The Federal Trade Commission has fielded complaints about the databases and is examining whether they comply with the Fair Credit Reporting Act, a federal law aimed at curbing inaccurate consumer information and giving consumers more control, said Anthony Rodriguez, a staff lawyer at the agency.
Labor lawyers and federal officials worry that the databases, which are common among retailers, end up hurting innocent workers.
LexisNexis agreed last week to pay $13.5 million to settle a class action on behalf of 31,000 people that accused the firm of violating consumer protection laws by selling background checks to debt collectors. The company did not admit wrongdoing.
Since the recession, lawsuits have proliferated against the companies that operate retail theft databases, like LexisNexis, which owned Esteem until this year, HireRight and GIS, according to a review of court records. In the past year, the nature of the lawsuits has changed, too, as lawyers try to build class-action cases. HireRight did not return calls for comment, and the other firms declined to comment.

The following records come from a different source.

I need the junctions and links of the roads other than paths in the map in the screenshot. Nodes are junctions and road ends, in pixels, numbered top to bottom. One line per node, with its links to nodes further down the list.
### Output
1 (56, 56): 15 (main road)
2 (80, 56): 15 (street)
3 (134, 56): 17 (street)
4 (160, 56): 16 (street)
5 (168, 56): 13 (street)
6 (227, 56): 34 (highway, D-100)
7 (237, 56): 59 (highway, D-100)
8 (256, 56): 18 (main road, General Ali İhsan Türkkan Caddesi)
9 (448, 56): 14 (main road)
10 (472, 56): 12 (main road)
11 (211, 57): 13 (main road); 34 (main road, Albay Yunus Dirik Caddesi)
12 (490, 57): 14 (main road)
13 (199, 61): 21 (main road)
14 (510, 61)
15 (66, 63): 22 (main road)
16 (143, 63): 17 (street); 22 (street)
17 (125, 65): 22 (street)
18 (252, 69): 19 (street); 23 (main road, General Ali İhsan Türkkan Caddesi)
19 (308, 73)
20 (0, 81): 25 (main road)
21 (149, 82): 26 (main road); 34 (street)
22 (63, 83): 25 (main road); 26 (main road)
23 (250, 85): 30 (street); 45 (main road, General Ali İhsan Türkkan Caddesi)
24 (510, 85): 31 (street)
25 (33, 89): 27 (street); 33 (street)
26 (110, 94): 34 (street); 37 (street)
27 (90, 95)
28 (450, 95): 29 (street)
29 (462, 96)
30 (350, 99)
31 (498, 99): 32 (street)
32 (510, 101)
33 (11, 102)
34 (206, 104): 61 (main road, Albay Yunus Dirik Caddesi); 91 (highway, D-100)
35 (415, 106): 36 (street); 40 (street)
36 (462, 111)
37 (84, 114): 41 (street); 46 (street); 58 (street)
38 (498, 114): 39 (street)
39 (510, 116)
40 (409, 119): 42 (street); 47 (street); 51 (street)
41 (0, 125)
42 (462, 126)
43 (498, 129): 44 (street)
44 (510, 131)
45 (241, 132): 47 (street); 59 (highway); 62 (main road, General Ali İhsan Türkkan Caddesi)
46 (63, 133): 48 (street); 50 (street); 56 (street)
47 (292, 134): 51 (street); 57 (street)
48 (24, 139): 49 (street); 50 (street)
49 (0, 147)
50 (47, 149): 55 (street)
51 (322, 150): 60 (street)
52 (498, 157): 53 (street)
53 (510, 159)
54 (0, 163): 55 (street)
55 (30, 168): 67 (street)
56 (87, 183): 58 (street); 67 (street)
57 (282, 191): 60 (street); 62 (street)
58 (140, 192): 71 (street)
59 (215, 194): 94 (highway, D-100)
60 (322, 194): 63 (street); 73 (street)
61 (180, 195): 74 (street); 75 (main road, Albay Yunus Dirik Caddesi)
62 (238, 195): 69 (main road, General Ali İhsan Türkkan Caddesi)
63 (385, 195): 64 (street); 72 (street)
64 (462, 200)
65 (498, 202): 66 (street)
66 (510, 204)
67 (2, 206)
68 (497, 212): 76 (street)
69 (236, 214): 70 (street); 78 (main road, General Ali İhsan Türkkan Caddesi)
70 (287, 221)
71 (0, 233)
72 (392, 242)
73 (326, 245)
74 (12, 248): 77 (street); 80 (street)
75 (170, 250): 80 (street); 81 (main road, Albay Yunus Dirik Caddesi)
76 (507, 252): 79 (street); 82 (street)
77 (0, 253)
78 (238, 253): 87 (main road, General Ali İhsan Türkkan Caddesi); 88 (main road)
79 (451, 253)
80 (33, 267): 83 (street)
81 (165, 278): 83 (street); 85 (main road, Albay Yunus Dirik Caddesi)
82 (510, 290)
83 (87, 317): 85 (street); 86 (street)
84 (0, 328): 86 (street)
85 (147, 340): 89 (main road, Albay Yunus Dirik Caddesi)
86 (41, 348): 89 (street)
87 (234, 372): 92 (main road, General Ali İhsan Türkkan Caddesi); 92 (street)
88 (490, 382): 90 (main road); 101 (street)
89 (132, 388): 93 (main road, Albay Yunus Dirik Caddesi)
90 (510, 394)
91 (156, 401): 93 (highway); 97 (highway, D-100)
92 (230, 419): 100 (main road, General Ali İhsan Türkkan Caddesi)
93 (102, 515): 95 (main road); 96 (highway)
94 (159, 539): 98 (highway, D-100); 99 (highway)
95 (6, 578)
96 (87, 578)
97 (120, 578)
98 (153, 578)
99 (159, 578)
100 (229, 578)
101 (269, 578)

Some retailers are moving away from the databases. Home Depot, which just stopped using Esteem, said the decision followed a general review of ‘‘systems and services.’’
For Keesha Goode, $34.97 in missing merchandise was enough to destroy her future in retailing.

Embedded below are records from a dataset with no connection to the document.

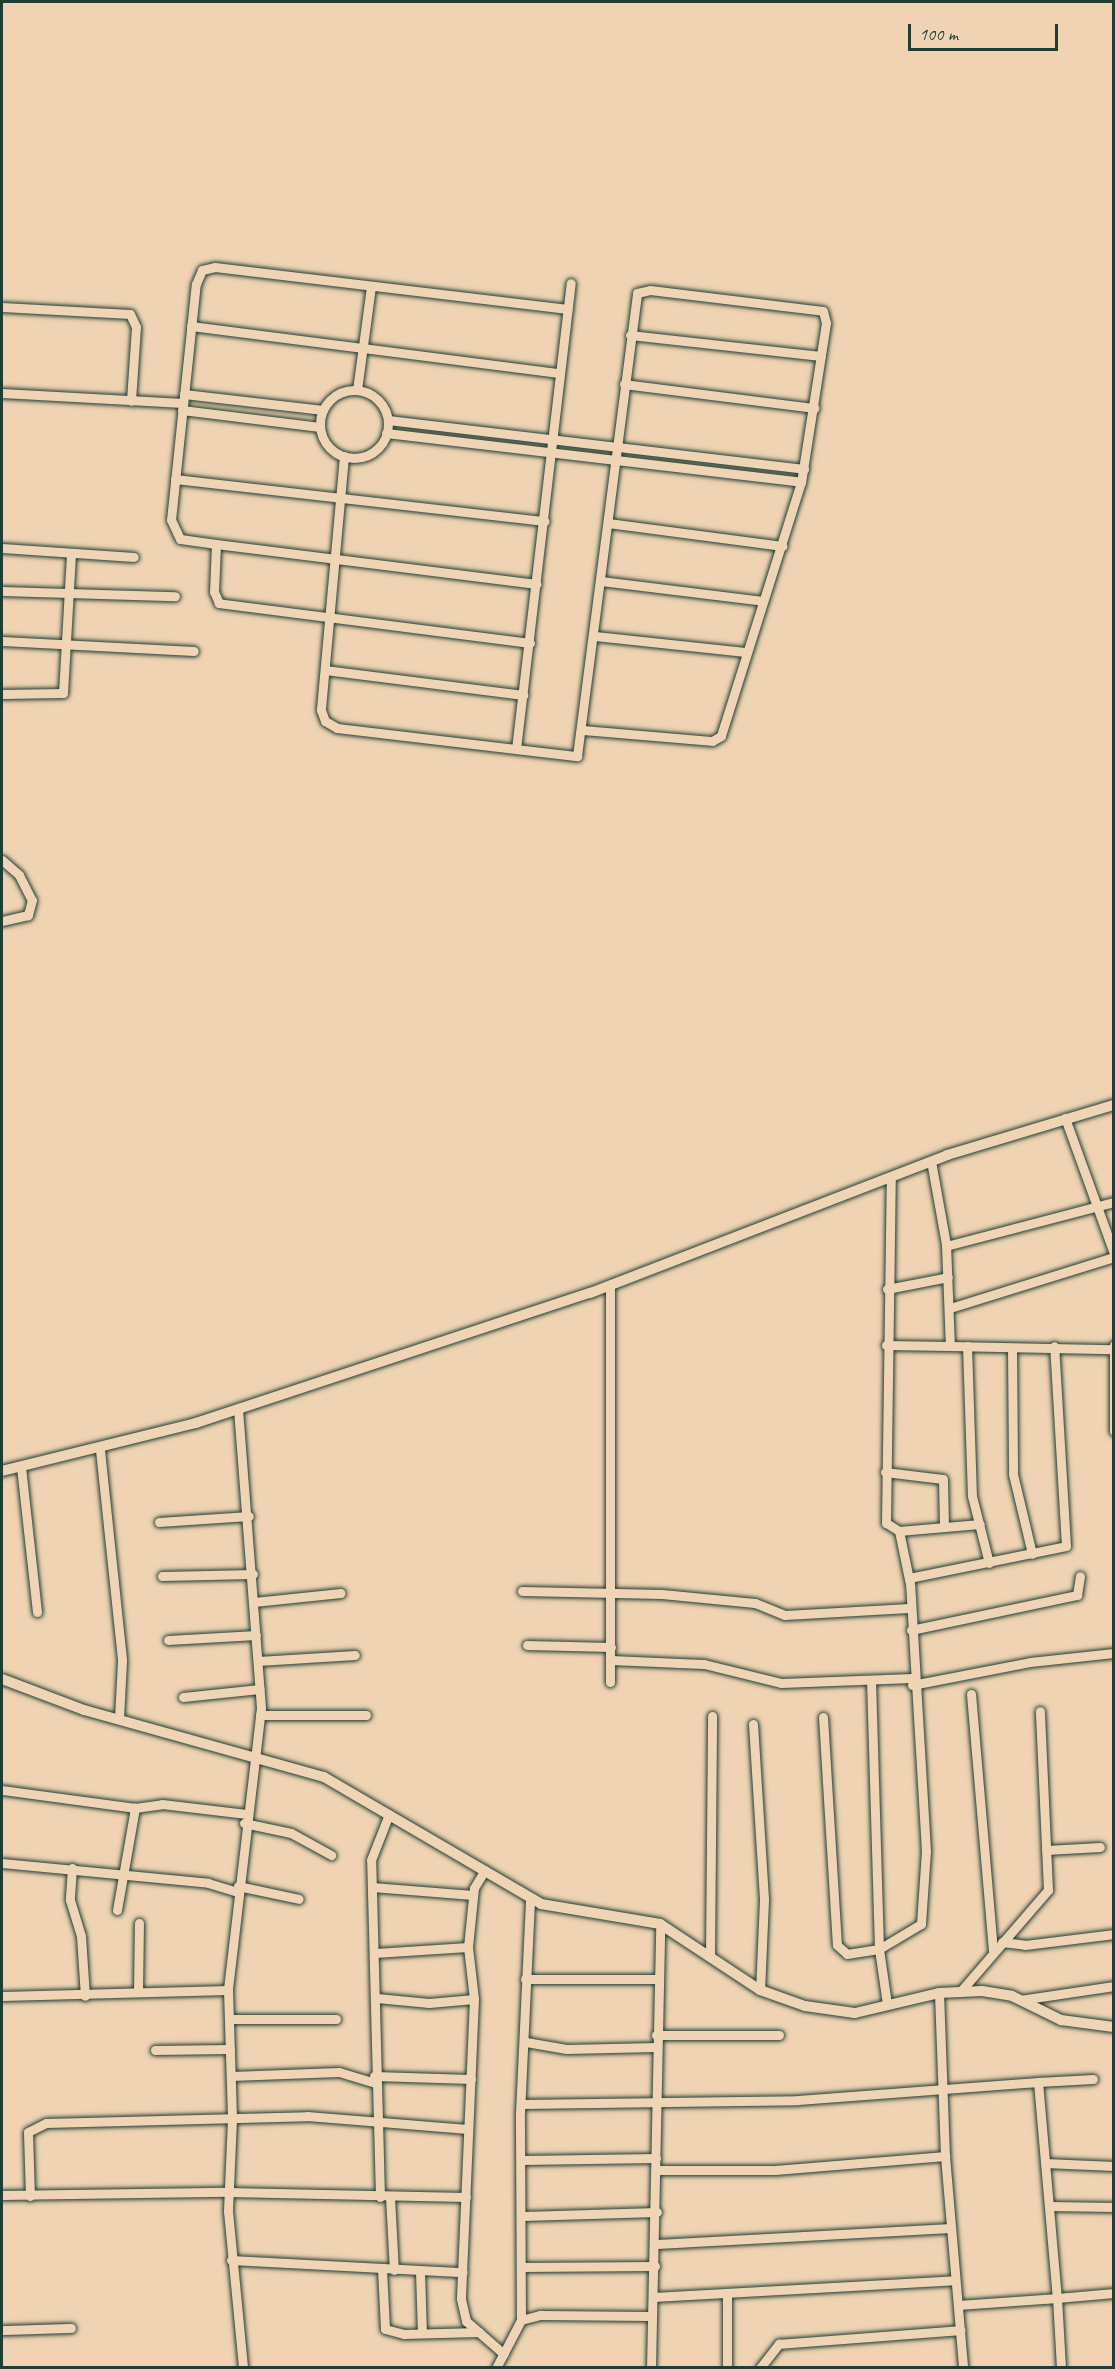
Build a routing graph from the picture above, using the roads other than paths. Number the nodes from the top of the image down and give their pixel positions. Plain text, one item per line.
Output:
1 (571, 284) dead end
2 (371, 287) junction
3 (2, 308) edge
4 (568, 309) junction
5 (191, 326) junction
6 (630, 334) junction
7 (363, 346) junction
8 (821, 356) junction
9 (558, 373) junction
10 (624, 384) junction
11 (357, 390) junction
12 (2, 393) edge
13 (131, 400) junction
14 (183, 402) junction
15 (814, 408) junction
16 (323, 410) junction
17 (388, 420) junction
18 (320, 427) junction
19 (386, 434) junction
20 (552, 440) junction
21 (616, 447) junction
22 (551, 452) junction
23 (344, 456) junction
24 (615, 461) junction
25 (804, 469) junction
26 (175, 479) junction
27 (801, 482) junction
28 (340, 496) junction
29 (545, 521) junction
30 (608, 522) junction
31 (216, 544) junction
32 (783, 546) junction
33 (2, 548) edge
34 (71, 553) junction
35 (334, 555) junction
36 (134, 557) dead end
37 (601, 581) junction
38 (537, 584) junction
39 (2, 591) edge
40 (69, 595) junction
41 (175, 596) dead end
42 (763, 601) junction
43 (328, 617) junction
44 (595, 636) junction
45 (2, 641) edge
46 (530, 643) junction
47 (66, 645) junction
48 (194, 651) dead end
49 (745, 652) junction
50 (325, 670) junction
51 (2, 694) edge
52 (523, 695) junction
53 (584, 730) junction
54 (516, 749) junction
55 (2, 860) edge
56 (2, 921) edge
57 (1113, 1105) edge
58 (1065, 1118) junction
59 (931, 1161) junction
60 (891, 1177) junction
61 (1113, 1202) edge
62 (1098, 1204) junction
63 (946, 1246) junction
64 (1113, 1255) edge
65 (948, 1277) junction
66 (610, 1286) junction
67 (887, 1289) junction
68 (950, 1308) junction
69 (886, 1345) junction
70 (950, 1346) junction
71 (967, 1346) junction
72 (1054, 1346) junction
73 (1012, 1348) junction
74 (1113, 1353) edge
75 (238, 1409) junction
76 (1113, 1410) edge
77 (1113, 1431) edge
78 (100, 1450) junction
79 (21, 1467) junction
80 (2, 1471) edge
81 (885, 1472) junction
82 (249, 1516) junction
83 (159, 1522) dead end
84 (980, 1524) junction
85 (944, 1527) junction
86 (899, 1531) junction
87 (1032, 1554) junction
88 (989, 1563) junction
89 (253, 1574) junction
90 (162, 1576) dead end
91 (1080, 1576) dead end
92 (909, 1578) junction
93 (522, 1591) dead end
94 (611, 1591) junction
95 (341, 1593) dead end
96 (254, 1602) junction
97 (909, 1608) junction
98 (37, 1612) dead end
99 (911, 1630) junction
100 (256, 1635) junction
101 (168, 1640) dead end
102 (527, 1645) dead end
103 (611, 1647) junction
104 (1113, 1653) edge
105 (355, 1654) dead end
106 (611, 1660) junction
107 (258, 1661) junction
108 (2, 1679) edge
109 (610, 1682) dead end
110 (871, 1682) junction
111 (912, 1682) junction
112 (260, 1689) junction
113 (971, 1694) dead end
114 (183, 1697) dead end
115 (1040, 1712) dead end
116 (260, 1714) junction
117 (366, 1715) dead end
118 (712, 1716) dead end
119 (824, 1717) dead end
120 (119, 1718) junction
121 (753, 1724) dead end
122 (255, 1756) junction
123 (2, 1790) edge
124 (135, 1808) junction
125 (389, 1814) junction
126 (245, 1818) junction
127 (1100, 1846) dead end
128 (1046, 1850) junction
129 (331, 1855) dead end
130 (2, 1863) edge
131 (72, 1868) junction
132 (484, 1870) junction
133 (124, 1874) junction
134 (372, 1887) junction
135 (238, 1889) junction
136 (473, 1895) junction
137 (530, 1897) junction
138 (299, 1899) dead end
139 (117, 1910) dead end
140 (139, 1923) dead end
141 (660, 1924) junction
142 (1113, 1934) edge
143 (1002, 1942) junction
144 (468, 1947) junction
145 (879, 1949) junction
146 (993, 1950) junction
147 (375, 1953) junction
148 (710, 1957) junction
149 (525, 1979) junction
150 (659, 1979) junction
151 (1113, 1986) edge
152 (228, 1990) junction
153 (760, 1990) junction
154 (138, 1992) junction
155 (960, 1992) junction
156 (939, 1993) junction
157 (2, 1996) edge
158 (85, 1996) junction
159 (377, 1998) junction
160 (474, 1999) junction
161 (1020, 2000) junction
162 (887, 2004) junction
163 (229, 2019) junction
164 (336, 2019) dead end
165 (1113, 2027) edge
166 (656, 2035) junction
167 (779, 2035) dead end
168 (526, 2042) junction
169 (656, 2047) junction
170 (155, 2049) dead end
171 (230, 2049) junction
172 (231, 2076) junction
173 (374, 2079) junction
174 (471, 2079) junction
175 (1093, 2079) dead end
176 (1038, 2082) junction
177 (941, 2086) junction
178 (521, 2104) junction
179 (656, 2106) junction
180 (232, 2119) junction
181 (375, 2122) junction
182 (467, 2129) junction
183 (945, 2156) junction
184 (656, 2158) junction
185 (523, 2160) junction
186 (1045, 2163) junction
187 (1113, 2166) edge
188 (656, 2170) junction
189 (228, 2192) junction
190 (2, 2195) edge
191 (30, 2196) junction
192 (380, 2197) junction
193 (390, 2197) junction
194 (466, 2197) junction
195 (1049, 2206) junction
196 (1113, 2207) edge
197 (657, 2212) junction
198 (523, 2216) junction
199 (951, 2228) junction
200 (657, 2244) junction
201 (231, 2260) junction
202 (655, 2266) junction
203 (521, 2267) junction
204 (382, 2269) junction
205 (394, 2270) junction
206 (420, 2271) junction
207 (463, 2272) junction
208 (955, 2280) junction
209 (727, 2293) junction
210 (1113, 2293) edge
211 (653, 2297) junction
212 (1057, 2298) junction
213 (958, 2305) junction
214 (651, 2316) junction
215 (521, 2320) junction
216 (71, 2328) dead end
217 (2, 2330) edge
218 (960, 2330) junction
219 (479, 2332) junction
220 (422, 2333) junction
221 (504, 2354) junction
222 (243, 2367) edge
223 (496, 2367) edge
224 (651, 2367) edge
225 (727, 2367) edge
226 (760, 2367) edge
227 (963, 2367) edge
228 (1061, 2367) edge

1 - 4 street
2 - 4 street
2 - 5 street
2 - 7 street
3 - 13 street
4 - 9 street
5 - 7 street
5 - 14 street
6 - 8 street
6 - 8 street
6 - 10 street
7 - 9 street
7 - 11 street
8 - 15 street
9 - 20 street
10 - 15 street
10 - 21 street
11 - 16 street
11 - 17 street
12 - 13 street
13 - 14 street
14 - 16 street
14 - 18 street
14 - 26 street
15 - 25 street
16 - 18 street
17 - 19 street
17 - 20 street
18 - 23 street
19 - 22 street
19 - 23 street
20 - 21 street
20 - 22 street
21 - 24 street
21 - 25 street
22 - 24 street
22 - 29 street
23 - 28 street
24 - 27 street
24 - 30 street
25 - 27 street
26 - 28 street
26 - 31 street
27 - 32 street
28 - 29 street
28 - 35 street
29 - 38 street
30 - 32 street
30 - 37 street
31 - 35 street
31 - 43 street
32 - 42 street
33 - 34 street
34 - 36 street
34 - 40 street
35 - 38 street
35 - 43 street
37 - 42 street
37 - 44 street
38 - 46 street
39 - 40 street
40 - 41 street
40 - 47 street
42 - 49 street
43 - 46 street
43 - 50 street
44 - 49 street
44 - 53 street
45 - 47 street
46 - 52 street
47 - 48 street
47 - 51 street
49 - 53 street
50 - 52 street
50 - 54 street
52 - 54 street
53 - 54 street
55 - 56 street
57 - 58 street
58 - 59 street
58 - 62 street
59 - 60 street
59 - 63 street
60 - 66 street
60 - 67 street
61 - 62 street
62 - 63 street
62 - 64 street
63 - 65 street
64 - 68 street
65 - 67 street
65 - 68 street
66 - 75 street
66 - 94 street
67 - 69 street
68 - 70 street
69 - 70 street
69 - 81 street
70 - 71 street
71 - 73 street
71 - 84 street
72 - 73 street
72 - 74 street
72 - 87 street
73 - 87 street
74 - 76 street
75 - 78 street
75 - 82 street
76 - 77 street
78 - 79 street
78 - 120 street
79 - 80 street
79 - 98 street
81 - 85 street
81 - 86 street
82 - 83 street
82 - 89 street
84 - 85 street
84 - 88 street
85 - 86 street
86 - 92 street
87 - 88 street
88 - 92 street
89 - 90 street
89 - 96 street
91 - 99 street
92 - 97 street
93 - 94 street
94 - 97 street
94 - 103 street
95 - 96 street
96 - 100 street
97 - 99 street
99 - 111 street
100 - 101 street
100 - 107 street
102 - 103 street
103 - 106 street
104 - 111 street
105 - 107 street
106 - 109 street
106 - 110 street
107 - 112 street
108 - 120 street
110 - 111 street
110 - 145 street
111 - 145 street
112 - 114 street
112 - 116 street
113 - 146 street
115 - 128 street
116 - 117 street
116 - 122 street
118 - 148 street
119 - 145 street
120 - 122 street
121 - 153 street
122 - 125 street
122 - 126 street
123 - 124 street
124 - 126 street
124 - 133 street
125 - 132 street
125 - 134 street
126 - 129 street
126 - 135 street
127 - 128 street
128 - 143 street
130 - 131 street
131 - 133 street
131 - 158 street
132 - 136 street
132 - 137 street
133 - 135 street
133 - 139 street
134 - 136 street
134 - 147 street
135 - 138 street
135 - 152 street
136 - 144 street
137 - 141 street
137 - 149 street
140 - 154 street
141 - 148 street
141 - 150 street
142 - 143 street
143 - 146 street
144 - 147 street
144 - 160 street
145 - 162 street
146 - 155 street
147 - 159 street
148 - 153 street
149 - 150 street
149 - 168 street
150 - 166 street
151 - 161 street
152 - 154 street
152 - 163 street
153 - 162 street
154 - 158 street
155 - 156 street
155 - 161 street
156 - 162 street
156 - 177 street
157 - 158 street
159 - 160 street
159 - 173 street
160 - 174 street
161 - 165 street
163 - 164 street
163 - 171 street
166 - 167 street
166 - 169 street
168 - 169 street
168 - 178 street
169 - 179 street
170 - 171 street
171 - 172 street
172 - 173 street
172 - 180 street
173 - 174 street
173 - 181 street
174 - 182 street
175 - 176 street
176 - 177 street
176 - 186 street
177 - 179 street
177 - 183 street
178 - 179 street
178 - 185 street
179 - 184 street
180 - 181 street
180 - 189 street
180 - 191 street
181 - 182 street
181 - 192 street
182 - 194 street
183 - 188 street
183 - 199 street
184 - 185 street
184 - 188 street
185 - 198 street
186 - 187 street
186 - 195 street
188 - 197 street
189 - 191 street
189 - 192 street
189 - 201 street
190 - 191 street
192 - 193 street
193 - 194 street
193 - 205 street
194 - 207 street
195 - 196 street
195 - 212 street
197 - 198 street
197 - 200 street
198 - 203 street
199 - 200 street
199 - 208 street
200 - 202 street
201 - 204 street
201 - 222 street
202 - 203 street
202 - 211 street
203 - 215 street
204 - 205 street
204 - 220 street
205 - 206 street
206 - 207 street
206 - 220 street
207 - 219 street
208 - 209 street
208 - 213 street
209 - 211 street
209 - 225 street
210 - 212 street
211 - 214 street
212 - 213 street
212 - 228 street
213 - 218 street
214 - 215 street
214 - 224 street
215 - 221 street
216 - 217 street
218 - 226 street
218 - 227 street
219 - 220 street
219 - 221 street
221 - 223 street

Goode, 28, was a clerk at the discount store Forman Mills in 2008 when she was accused of not ringing up a former employee’s purchases. Goode, who maintains her innocence, said she had agreed to write out a statement because she worried she would be sent to jail.
She received a letter from Dollar General alerting her that she had been turned down for a job partly because of her listing in Esteem, and a copy of the report showed that she had a ‘‘verified admission’’ for ‘‘theft of merchandise.’’
She wrote LexisNexis, ‘‘I was accused of not reporting on a former employee who was stealing merchandise, but I did not steal anything myself.’’
The company responded that it had reinvestigated and ‘‘verified’’ the accuracy of the information. Goode, has a lawsuit pending against LexisNexis, accusing the company of violating the Fair Credit Reporting Act.